Epic is a computer-moderated, fantasy play-by-mail (PBM) game.

==Publication history==
Epic was a computer-moderated, fantasy PBM game. Jim Landes designed the game and moderated it with his wife. Their company was Midnight Games. The game was published in 1985. Flagship editors compared the game to Quest of the Great Jewels, Tribes of Crane, and Earthwood. By 1988 the game was enjoying success in Australia, Great Britain, and the United States. By 1992 a new edition was introduced—Epic: The King's Game.

==Gameplay==
The Epic world comprised 22,000 provinces of varying types. Players could choose six character types: Arch-Priest, Merchant, Necromancer, Nomad, Warlord, and Wizard. Races were similar to those in Dungeons & Dragons, with additional races such as saurian, maratasen, and dak. Combat, diplomacy, and intrigue were elements of gameplay.

==Reception==
The editors of Flagship reviewed Epic in 1985, stating that it was "one of the year's more impressive new offerings, and worth a look if you fancy a fantasy wargame". A reviewer in a 1987 issue of Paper Mayhem gave the game a mixed review, noting its quantitative nature and detailed rulebook as a drawback for a fantasy game. John Woods reviewed Epic in a 1989 issue of The Games Machine, stating that it was "one of the best computer-moderated wargames on the market".

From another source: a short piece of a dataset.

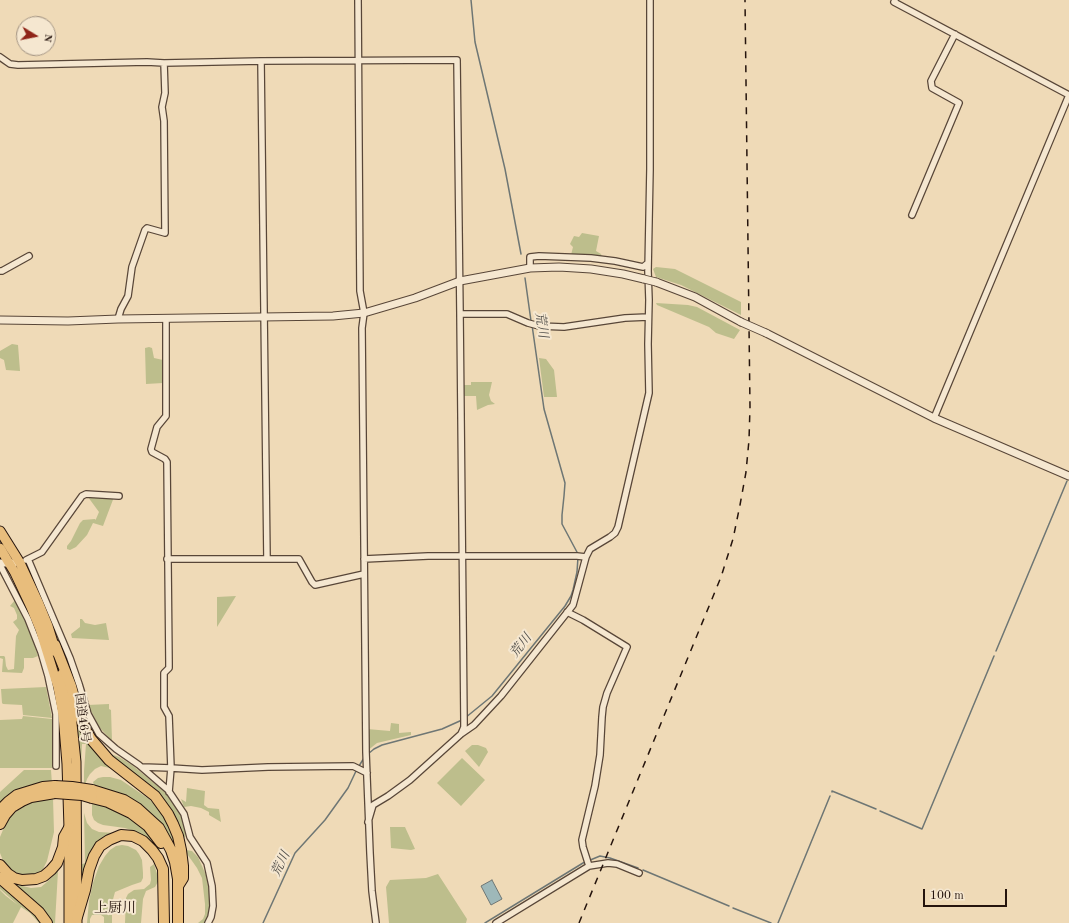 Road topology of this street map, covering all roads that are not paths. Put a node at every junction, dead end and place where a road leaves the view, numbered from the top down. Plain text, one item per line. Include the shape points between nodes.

In 1988, the game tied for 5th place in Paper Mayhems Best PBM Game of 1988, along with Crack of Doom and Quest of the Great Jewels. (Note: 1st place in 1988 went to Supernova II, 2nd place went to Hyborian War, and Duelmasters and Alamaze tied for 3rd place.) In 1990, the game tied for 5th place again, with Supernova II, in Paper Mayhem's Best PBM Game of 1990. (Note: 1st place in 1990 went to Legends, 2nd place to The Next Empire, 3rd to Alamaze, and 4th place to Monster Island.) Robert J. Bunker reviewed Epic: The King's Game in 1992, stating it was "enjoyable, well thought-out and supported by one of the most reputable companies in PBM gaming".